** Problem statement **
Would you count the lines in the material below that include the string "const"? Only the number is needed.
□ □ □
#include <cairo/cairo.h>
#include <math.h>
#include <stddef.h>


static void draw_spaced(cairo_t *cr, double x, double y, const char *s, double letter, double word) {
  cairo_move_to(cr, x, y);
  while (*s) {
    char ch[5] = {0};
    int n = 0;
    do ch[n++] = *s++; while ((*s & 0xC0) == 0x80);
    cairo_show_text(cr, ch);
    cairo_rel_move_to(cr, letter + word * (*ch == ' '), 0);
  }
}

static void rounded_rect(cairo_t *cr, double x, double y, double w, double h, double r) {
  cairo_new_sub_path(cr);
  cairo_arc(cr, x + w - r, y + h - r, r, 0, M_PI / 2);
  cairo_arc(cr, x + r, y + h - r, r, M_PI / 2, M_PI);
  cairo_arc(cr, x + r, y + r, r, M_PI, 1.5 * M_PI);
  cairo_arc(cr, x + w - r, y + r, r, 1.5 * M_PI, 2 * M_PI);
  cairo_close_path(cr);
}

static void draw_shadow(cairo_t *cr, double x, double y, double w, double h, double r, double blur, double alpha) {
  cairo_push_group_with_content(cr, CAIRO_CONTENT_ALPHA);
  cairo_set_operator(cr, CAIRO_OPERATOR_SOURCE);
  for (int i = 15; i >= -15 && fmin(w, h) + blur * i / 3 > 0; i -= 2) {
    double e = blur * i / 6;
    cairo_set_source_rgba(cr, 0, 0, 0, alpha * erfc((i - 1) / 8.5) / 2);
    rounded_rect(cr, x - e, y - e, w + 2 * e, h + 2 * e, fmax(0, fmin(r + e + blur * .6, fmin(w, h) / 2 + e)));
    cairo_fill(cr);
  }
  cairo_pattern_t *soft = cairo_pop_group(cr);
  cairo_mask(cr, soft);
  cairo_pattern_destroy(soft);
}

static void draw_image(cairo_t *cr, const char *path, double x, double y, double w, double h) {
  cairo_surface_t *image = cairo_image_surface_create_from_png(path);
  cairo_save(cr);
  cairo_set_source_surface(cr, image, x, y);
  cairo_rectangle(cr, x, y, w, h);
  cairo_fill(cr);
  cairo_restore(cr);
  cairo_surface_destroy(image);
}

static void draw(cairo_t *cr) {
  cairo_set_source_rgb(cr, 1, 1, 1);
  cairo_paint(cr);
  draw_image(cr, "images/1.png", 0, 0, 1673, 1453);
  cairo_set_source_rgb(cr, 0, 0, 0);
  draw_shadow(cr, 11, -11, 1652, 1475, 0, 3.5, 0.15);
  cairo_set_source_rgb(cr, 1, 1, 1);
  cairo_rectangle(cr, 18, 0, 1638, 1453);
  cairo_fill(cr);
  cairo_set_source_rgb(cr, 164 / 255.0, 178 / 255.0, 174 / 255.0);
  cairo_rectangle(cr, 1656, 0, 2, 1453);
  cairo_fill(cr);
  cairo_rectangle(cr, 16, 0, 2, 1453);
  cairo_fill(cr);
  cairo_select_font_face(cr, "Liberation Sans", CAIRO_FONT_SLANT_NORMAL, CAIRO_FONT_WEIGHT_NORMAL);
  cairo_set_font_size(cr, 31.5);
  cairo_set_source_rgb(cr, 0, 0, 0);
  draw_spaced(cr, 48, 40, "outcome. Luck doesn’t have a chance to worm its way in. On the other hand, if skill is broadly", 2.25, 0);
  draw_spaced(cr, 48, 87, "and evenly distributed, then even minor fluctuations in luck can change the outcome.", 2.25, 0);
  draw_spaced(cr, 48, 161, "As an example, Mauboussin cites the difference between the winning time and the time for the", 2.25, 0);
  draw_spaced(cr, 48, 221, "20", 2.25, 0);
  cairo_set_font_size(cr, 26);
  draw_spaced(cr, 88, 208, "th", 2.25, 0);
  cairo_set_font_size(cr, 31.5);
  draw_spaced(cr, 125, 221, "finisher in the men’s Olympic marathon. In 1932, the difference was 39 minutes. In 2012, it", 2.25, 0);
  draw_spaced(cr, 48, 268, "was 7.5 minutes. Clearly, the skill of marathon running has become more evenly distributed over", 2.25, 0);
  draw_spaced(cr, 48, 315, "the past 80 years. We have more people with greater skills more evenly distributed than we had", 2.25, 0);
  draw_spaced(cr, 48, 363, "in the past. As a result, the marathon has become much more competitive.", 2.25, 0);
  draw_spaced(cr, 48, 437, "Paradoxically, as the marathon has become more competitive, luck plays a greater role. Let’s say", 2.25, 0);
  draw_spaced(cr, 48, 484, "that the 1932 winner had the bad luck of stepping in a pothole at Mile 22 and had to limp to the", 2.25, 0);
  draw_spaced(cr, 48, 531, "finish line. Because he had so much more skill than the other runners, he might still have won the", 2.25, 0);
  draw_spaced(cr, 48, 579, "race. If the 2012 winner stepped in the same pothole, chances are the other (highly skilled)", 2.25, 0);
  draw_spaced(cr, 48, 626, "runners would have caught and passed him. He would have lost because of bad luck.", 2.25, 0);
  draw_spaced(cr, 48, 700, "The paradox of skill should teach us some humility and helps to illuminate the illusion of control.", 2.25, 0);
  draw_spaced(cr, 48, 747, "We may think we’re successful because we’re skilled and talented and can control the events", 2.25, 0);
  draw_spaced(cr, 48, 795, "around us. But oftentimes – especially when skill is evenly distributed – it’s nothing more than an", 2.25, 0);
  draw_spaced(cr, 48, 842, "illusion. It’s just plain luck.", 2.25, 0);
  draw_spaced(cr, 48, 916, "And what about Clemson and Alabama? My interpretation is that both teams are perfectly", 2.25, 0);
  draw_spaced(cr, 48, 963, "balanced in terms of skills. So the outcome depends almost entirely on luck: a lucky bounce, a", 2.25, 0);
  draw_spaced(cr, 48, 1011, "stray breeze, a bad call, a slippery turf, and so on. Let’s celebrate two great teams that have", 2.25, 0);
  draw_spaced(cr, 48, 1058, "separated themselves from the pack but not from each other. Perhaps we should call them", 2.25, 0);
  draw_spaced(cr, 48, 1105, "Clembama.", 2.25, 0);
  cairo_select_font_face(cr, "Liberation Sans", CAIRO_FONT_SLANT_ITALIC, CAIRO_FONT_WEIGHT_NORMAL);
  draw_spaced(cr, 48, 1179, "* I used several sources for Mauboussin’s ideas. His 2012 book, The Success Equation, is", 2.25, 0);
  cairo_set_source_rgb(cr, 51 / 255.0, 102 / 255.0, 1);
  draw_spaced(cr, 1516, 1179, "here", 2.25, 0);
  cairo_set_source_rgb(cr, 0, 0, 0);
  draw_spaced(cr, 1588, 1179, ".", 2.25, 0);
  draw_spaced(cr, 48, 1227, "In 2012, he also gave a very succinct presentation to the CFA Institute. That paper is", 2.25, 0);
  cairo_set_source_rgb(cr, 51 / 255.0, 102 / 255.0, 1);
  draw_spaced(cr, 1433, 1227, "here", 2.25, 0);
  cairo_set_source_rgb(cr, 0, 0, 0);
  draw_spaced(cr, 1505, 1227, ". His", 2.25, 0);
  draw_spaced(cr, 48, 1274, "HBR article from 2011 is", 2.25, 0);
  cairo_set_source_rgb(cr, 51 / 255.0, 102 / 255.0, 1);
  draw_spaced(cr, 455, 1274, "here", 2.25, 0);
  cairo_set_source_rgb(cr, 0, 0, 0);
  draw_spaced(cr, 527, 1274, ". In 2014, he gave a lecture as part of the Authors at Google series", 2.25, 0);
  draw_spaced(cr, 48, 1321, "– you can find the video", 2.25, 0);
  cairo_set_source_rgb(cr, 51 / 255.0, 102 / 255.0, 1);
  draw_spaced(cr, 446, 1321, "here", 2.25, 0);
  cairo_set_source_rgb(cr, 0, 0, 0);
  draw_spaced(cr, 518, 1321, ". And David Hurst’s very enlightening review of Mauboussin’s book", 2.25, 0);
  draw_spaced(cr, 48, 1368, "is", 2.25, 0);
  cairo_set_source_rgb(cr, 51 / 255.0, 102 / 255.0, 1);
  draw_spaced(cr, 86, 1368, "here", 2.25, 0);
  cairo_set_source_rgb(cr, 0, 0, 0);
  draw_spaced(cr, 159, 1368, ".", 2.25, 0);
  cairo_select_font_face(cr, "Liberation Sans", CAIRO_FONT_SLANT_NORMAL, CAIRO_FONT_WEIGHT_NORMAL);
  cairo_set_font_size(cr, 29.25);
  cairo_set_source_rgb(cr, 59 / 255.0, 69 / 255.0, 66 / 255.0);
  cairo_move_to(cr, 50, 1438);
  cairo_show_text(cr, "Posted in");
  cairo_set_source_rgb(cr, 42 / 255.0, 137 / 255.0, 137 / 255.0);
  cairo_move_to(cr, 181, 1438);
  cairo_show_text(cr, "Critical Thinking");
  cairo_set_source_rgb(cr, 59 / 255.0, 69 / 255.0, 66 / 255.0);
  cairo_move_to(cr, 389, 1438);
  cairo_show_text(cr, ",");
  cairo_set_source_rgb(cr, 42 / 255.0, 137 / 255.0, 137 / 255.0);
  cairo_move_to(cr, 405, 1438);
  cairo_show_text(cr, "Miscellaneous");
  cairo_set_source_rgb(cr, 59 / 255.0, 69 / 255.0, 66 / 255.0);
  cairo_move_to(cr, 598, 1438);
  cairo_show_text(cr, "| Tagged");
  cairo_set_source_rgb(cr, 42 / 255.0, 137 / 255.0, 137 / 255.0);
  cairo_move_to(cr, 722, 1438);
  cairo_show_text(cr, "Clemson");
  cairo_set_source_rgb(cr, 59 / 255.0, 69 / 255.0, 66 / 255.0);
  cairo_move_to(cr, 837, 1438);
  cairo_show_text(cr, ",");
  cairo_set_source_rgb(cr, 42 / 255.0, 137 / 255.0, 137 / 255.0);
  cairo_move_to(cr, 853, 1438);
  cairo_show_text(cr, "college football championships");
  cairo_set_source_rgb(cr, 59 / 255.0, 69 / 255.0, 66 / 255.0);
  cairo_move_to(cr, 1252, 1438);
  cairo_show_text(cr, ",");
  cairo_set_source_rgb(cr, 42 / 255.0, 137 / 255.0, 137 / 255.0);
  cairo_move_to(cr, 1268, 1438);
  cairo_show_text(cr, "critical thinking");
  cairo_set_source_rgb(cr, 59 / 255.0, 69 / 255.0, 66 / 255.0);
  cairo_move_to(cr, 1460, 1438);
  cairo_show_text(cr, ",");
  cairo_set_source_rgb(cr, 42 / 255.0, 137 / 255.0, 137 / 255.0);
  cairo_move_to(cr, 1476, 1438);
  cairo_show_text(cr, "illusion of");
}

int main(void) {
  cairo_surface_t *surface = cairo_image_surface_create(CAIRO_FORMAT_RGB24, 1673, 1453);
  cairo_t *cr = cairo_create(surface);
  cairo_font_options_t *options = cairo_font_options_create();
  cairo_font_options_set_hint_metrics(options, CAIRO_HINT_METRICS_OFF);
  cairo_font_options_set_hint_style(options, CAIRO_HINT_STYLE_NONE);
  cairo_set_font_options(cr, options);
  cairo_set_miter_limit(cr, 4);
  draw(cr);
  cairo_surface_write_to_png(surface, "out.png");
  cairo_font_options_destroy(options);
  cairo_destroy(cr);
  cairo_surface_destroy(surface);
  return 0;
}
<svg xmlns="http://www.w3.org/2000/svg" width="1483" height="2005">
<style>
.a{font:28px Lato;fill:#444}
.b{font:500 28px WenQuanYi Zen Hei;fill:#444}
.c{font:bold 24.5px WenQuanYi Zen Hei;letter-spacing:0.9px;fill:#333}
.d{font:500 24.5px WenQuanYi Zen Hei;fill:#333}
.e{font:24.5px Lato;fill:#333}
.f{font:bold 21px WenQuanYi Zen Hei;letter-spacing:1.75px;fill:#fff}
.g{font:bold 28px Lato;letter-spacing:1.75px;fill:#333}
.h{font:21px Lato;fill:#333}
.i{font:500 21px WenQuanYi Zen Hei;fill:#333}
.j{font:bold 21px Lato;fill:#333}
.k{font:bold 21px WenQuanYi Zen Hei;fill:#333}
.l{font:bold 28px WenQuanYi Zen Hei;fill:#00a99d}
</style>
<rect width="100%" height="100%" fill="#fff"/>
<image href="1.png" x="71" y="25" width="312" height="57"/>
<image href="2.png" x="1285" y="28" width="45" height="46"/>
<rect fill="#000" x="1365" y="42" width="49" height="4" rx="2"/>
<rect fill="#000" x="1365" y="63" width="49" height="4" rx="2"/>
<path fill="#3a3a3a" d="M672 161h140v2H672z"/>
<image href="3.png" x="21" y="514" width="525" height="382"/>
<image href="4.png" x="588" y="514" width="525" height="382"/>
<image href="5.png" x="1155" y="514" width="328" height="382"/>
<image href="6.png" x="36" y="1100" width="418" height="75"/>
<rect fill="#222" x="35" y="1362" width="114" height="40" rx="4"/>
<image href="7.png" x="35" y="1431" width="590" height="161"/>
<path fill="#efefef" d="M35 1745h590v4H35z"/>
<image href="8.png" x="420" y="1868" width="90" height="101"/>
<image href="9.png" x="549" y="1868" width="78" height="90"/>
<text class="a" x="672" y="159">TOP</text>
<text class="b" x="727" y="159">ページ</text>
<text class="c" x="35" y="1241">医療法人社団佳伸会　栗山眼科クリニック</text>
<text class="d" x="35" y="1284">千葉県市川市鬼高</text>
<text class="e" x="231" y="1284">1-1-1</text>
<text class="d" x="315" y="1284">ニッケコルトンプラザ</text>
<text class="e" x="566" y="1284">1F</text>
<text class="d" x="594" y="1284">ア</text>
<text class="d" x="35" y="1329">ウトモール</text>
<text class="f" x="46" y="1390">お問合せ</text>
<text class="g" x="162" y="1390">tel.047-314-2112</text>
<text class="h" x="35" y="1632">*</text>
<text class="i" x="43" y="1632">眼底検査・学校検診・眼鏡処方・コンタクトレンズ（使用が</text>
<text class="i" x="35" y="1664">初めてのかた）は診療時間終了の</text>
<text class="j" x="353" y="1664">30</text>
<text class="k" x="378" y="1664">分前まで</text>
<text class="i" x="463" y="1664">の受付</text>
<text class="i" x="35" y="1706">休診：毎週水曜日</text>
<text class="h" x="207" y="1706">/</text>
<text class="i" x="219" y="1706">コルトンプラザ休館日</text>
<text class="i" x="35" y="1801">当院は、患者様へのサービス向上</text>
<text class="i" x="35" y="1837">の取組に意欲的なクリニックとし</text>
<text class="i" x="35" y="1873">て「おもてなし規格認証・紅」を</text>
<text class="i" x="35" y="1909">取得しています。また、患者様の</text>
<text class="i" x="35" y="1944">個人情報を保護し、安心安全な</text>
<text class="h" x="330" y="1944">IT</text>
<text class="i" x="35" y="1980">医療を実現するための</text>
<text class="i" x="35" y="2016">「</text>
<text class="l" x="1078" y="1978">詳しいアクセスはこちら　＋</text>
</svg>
□ □ □
** Answer space **
2